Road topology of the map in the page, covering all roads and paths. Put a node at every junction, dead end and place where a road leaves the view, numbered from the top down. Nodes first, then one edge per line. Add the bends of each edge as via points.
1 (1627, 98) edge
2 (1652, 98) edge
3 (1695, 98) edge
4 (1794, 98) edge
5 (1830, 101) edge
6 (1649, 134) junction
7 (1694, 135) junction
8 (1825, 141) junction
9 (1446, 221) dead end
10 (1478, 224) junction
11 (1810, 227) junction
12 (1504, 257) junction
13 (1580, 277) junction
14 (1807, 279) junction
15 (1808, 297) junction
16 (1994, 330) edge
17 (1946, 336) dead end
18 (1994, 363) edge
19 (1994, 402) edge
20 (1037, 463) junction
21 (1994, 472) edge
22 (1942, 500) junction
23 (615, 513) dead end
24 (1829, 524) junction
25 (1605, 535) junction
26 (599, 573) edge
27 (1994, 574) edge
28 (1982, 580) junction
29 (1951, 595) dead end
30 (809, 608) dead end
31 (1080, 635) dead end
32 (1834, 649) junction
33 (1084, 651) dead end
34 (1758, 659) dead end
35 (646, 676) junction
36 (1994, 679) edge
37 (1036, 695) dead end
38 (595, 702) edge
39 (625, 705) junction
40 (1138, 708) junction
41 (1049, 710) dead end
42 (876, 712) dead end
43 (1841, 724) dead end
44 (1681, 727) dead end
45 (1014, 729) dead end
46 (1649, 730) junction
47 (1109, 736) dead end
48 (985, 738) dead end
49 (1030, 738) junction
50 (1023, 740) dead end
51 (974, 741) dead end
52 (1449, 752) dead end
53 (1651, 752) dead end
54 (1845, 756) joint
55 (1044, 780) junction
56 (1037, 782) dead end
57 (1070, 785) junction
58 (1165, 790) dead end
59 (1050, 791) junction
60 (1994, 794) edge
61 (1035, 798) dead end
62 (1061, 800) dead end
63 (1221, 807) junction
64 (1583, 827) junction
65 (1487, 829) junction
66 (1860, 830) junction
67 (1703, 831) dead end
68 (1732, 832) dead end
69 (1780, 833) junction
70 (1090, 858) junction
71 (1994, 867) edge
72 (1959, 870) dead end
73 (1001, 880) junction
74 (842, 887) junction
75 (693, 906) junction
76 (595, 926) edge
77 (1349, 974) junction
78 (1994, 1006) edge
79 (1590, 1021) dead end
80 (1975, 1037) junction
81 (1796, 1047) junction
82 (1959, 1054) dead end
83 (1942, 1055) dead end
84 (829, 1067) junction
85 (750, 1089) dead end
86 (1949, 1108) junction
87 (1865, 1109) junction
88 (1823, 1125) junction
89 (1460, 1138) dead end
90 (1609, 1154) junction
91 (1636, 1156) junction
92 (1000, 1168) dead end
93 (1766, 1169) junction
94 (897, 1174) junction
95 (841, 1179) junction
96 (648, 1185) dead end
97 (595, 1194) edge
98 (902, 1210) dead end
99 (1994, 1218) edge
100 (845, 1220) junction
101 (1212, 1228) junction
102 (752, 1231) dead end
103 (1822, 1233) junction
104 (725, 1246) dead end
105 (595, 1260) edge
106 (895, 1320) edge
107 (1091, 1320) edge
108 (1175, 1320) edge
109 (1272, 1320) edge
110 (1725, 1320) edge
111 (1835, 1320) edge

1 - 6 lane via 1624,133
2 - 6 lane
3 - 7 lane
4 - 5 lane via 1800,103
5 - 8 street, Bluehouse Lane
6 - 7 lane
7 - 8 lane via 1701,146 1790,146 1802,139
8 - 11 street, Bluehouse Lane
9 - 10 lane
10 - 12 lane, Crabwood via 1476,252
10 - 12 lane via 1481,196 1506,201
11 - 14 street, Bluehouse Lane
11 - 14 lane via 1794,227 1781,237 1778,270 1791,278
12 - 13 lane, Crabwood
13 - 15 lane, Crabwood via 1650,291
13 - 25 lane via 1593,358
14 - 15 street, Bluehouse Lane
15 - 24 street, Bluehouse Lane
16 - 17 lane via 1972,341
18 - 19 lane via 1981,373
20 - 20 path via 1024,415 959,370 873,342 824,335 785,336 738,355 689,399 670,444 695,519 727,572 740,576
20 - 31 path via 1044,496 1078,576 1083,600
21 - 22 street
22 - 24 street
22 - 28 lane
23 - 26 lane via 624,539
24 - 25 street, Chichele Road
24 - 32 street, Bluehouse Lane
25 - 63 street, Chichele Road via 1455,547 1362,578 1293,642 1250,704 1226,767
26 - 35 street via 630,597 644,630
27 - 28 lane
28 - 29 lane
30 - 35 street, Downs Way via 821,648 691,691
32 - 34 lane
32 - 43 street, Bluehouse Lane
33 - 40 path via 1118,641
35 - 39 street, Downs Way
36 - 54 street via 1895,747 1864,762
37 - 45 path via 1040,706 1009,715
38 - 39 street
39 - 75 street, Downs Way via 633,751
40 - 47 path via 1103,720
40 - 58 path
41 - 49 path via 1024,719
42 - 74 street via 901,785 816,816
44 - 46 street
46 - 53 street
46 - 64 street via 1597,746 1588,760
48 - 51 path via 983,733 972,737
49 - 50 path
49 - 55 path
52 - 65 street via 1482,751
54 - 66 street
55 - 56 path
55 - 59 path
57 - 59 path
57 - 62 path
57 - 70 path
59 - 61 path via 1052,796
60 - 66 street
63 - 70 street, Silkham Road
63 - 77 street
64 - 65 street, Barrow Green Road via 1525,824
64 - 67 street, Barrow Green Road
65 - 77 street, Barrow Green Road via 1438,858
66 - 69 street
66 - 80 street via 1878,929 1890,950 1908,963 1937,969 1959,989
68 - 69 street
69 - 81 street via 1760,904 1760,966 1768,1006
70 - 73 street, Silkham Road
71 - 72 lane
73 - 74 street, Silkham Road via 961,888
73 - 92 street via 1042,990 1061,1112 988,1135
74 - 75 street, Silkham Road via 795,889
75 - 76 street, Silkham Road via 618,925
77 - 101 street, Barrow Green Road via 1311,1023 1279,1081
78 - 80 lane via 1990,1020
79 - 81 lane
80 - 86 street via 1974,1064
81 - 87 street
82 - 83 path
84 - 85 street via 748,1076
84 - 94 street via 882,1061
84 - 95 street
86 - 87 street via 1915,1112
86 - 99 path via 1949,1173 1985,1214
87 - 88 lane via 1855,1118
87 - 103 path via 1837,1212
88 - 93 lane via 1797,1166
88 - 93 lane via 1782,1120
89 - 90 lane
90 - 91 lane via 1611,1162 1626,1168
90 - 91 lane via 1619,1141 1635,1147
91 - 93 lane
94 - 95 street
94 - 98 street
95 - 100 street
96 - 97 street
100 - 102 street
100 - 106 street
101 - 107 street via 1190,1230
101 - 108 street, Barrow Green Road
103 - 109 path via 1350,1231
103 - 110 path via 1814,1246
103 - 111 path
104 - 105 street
======
> [Exercise directions]: Copy out the entire listing exactly.

> [Response area]:
Road topology of the map in the page, covering all roads and paths. Put a node at every junction, dead end and place where a road leaves the view, numbered from the top down. Nodes first, then one edge per line. Add the bends of each edge as via points.
1 (1627, 98) edge
2 (1652, 98) edge
3 (1695, 98) edge
4 (1794, 98) edge
5 (1830, 101) edge
6 (1649, 134) junction
7 (1694, 135) junction
8 (1825, 141) junction
9 (1446, 221) dead end
10 (1478, 224) junction
11 (1810, 227) junction
12 (1504, 257) junction
13 (1580, 277) junction
14 (1807, 279) junction
15 (1808, 297) junction
16 (1994, 330) edge
17 (1946, 336) dead end
18 (1994, 363) edge
19 (1994, 402) edge
20 (1037, 463) junction
21 (1994, 472) edge
22 (1942, 500) junction
23 (615, 513) dead end
24 (1829, 524) junction
25 (1605, 535) junction
26 (599, 573) edge
27 (1994, 574) edge
28 (1982, 580) junction
29 (1951, 595) dead end
30 (809, 608) dead end
31 (1080, 635) dead end
32 (1834, 649) junction
33 (1084, 651) dead end
34 (1758, 659) dead end
35 (646, 676) junction
36 (1994, 679) edge
37 (1036, 695) dead end
38 (595, 702) edge
39 (625, 705) junction
40 (1138, 708) junction
41 (1049, 710) dead end
42 (876, 712) dead end
43 (1841, 724) dead end
44 (1681, 727) dead end
45 (1014, 729) dead end
46 (1649, 730) junction
47 (1109, 736) dead end
48 (985, 738) dead end
49 (1030, 738) junction
50 (1023, 740) dead end
51 (974, 741) dead end
52 (1449, 752) dead end
53 (1651, 752) dead end
54 (1845, 756) joint
55 (1044, 780) junction
56 (1037, 782) dead end
57 (1070, 785) junction
58 (1165, 790) dead end
59 (1050, 791) junction
60 (1994, 794) edge
61 (1035, 798) dead end
62 (1061, 800) dead end
63 (1221, 807) junction
64 (1583, 827) junction
65 (1487, 829) junction
66 (1860, 830) junction
67 (1703, 831) dead end
68 (1732, 832) dead end
69 (1780, 833) junction
70 (1090, 858) junction
71 (1994, 867) edge
72 (1959, 870) dead end
73 (1001, 880) junction
74 (842, 887) junction
75 (693, 906) junction
76 (595, 926) edge
77 (1349, 974) junction
78 (1994, 1006) edge
79 (1590, 1021) dead end
80 (1975, 1037) junction
81 (1796, 1047) junction
82 (1959, 1054) dead end
83 (1942, 1055) dead end
84 (829, 1067) junction
85 (750, 1089) dead end
86 (1949, 1108) junction
87 (1865, 1109) junction
88 (1823, 1125) junction
89 (1460, 1138) dead end
90 (1609, 1154) junction
91 (1636, 1156) junction
92 (1000, 1168) dead end
93 (1766, 1169) junction
94 (897, 1174) junction
95 (841, 1179) junction
96 (648, 1185) dead end
97 (595, 1194) edge
98 (902, 1210) dead end
99 (1994, 1218) edge
100 (845, 1220) junction
101 (1212, 1228) junction
102 (752, 1231) dead end
103 (1822, 1233) junction
104 (725, 1246) dead end
105 (595, 1260) edge
106 (895, 1320) edge
107 (1091, 1320) edge
108 (1175, 1320) edge
109 (1272, 1320) edge
110 (1725, 1320) edge
111 (1835, 1320) edge

1 - 6 lane via 1624,133
2 - 6 lane
3 - 7 lane
4 - 5 lane via 1800,103
5 - 8 street, Bluehouse Lane
6 - 7 lane
7 - 8 lane via 1701,146 1790,146 1802,139
8 - 11 street, Bluehouse Lane
9 - 10 lane
10 - 12 lane, Crabwood via 1476,252
10 - 12 lane via 1481,196 1506,201
11 - 14 street, Bluehouse Lane
11 - 14 lane via 1794,227 1781,237 1778,270 1791,278
12 - 13 lane, Crabwood
13 - 15 lane, Crabwood via 1650,291
13 - 25 lane via 1593,358
14 - 15 street, Bluehouse Lane
15 - 24 street, Bluehouse Lane
16 - 17 lane via 1972,341
18 - 19 lane via 1981,373
20 - 20 path via 1024,415 959,370 873,342 824,335 785,336 738,355 689,399 670,444 695,519 727,572 740,576
20 - 31 path via 1044,496 1078,576 1083,600
21 - 22 street
22 - 24 street
22 - 28 lane
23 - 26 lane via 624,539
24 - 25 street, Chichele Road
24 - 32 street, Bluehouse Lane
25 - 63 street, Chichele Road via 1455,547 1362,578 1293,642 1250,704 1226,767
26 - 35 street via 630,597 644,630
27 - 28 lane
28 - 29 lane
30 - 35 street, Downs Way via 821,648 691,691
32 - 34 lane
32 - 43 street, Bluehouse Lane
33 - 40 path via 1118,641
35 - 39 street, Downs Way
36 - 54 street via 1895,747 1864,762
37 - 45 path via 1040,706 1009,715
38 - 39 street
39 - 75 street, Downs Way via 633,751
40 - 47 path via 1103,720
40 - 58 path
41 - 49 path via 1024,719
42 - 74 street via 901,785 816,816
44 - 46 street
46 - 53 street
46 - 64 street via 1597,746 1588,760
48 - 51 path via 983,733 972,737
49 - 50 path
49 - 55 path
52 - 65 street via 1482,751
54 - 66 street
55 - 56 path
55 - 59 path
57 - 59 path
57 - 62 path
57 - 70 path
59 - 61 path via 1052,796
60 - 66 street
63 - 70 street, Silkham Road
63 - 77 street
64 - 65 street, Barrow Green Road via 1525,824
64 - 67 street, Barrow Green Road
65 - 77 street, Barrow Green Road via 1438,858
66 - 69 street
66 - 80 street via 1878,929 1890,950 1908,963 1937,969 1959,989
68 - 69 street
69 - 81 street via 1760,904 1760,966 1768,1006
70 - 73 street, Silkham Road
71 - 72 lane
73 - 74 street, Silkham Road via 961,888
73 - 92 street via 1042,990 1061,1112 988,1135
74 - 75 street, Silkham Road via 795,889
75 - 76 street, Silkham Road via 618,925
77 - 101 street, Barrow Green Road via 1311,1023 1279,1081
78 - 80 lane via 1990,1020
79 - 81 lane
80 - 86 street via 1974,1064
81 - 87 street
82 - 83 path
84 - 85 street via 748,1076
84 - 94 street via 882,1061
84 - 95 street
86 - 87 street via 1915,1112
86 - 99 path via 1949,1173 1985,1214
87 - 88 lane via 1855,1118
87 - 103 path via 1837,1212
88 - 93 lane via 1797,1166
88 - 93 lane via 1782,1120
89 - 90 lane
90 - 91 lane via 1611,1162 1626,1168
90 - 91 lane via 1619,1141 1635,1147
91 - 93 lane
94 - 95 street
94 - 98 street
95 - 100 street
96 - 97 street
100 - 102 street
100 - 106 street
101 - 107 street via 1190,1230
101 - 108 street, Barrow Green Road
103 - 109 path via 1350,1231
103 - 110 path via 1814,1246
103 - 111 path
104 - 105 street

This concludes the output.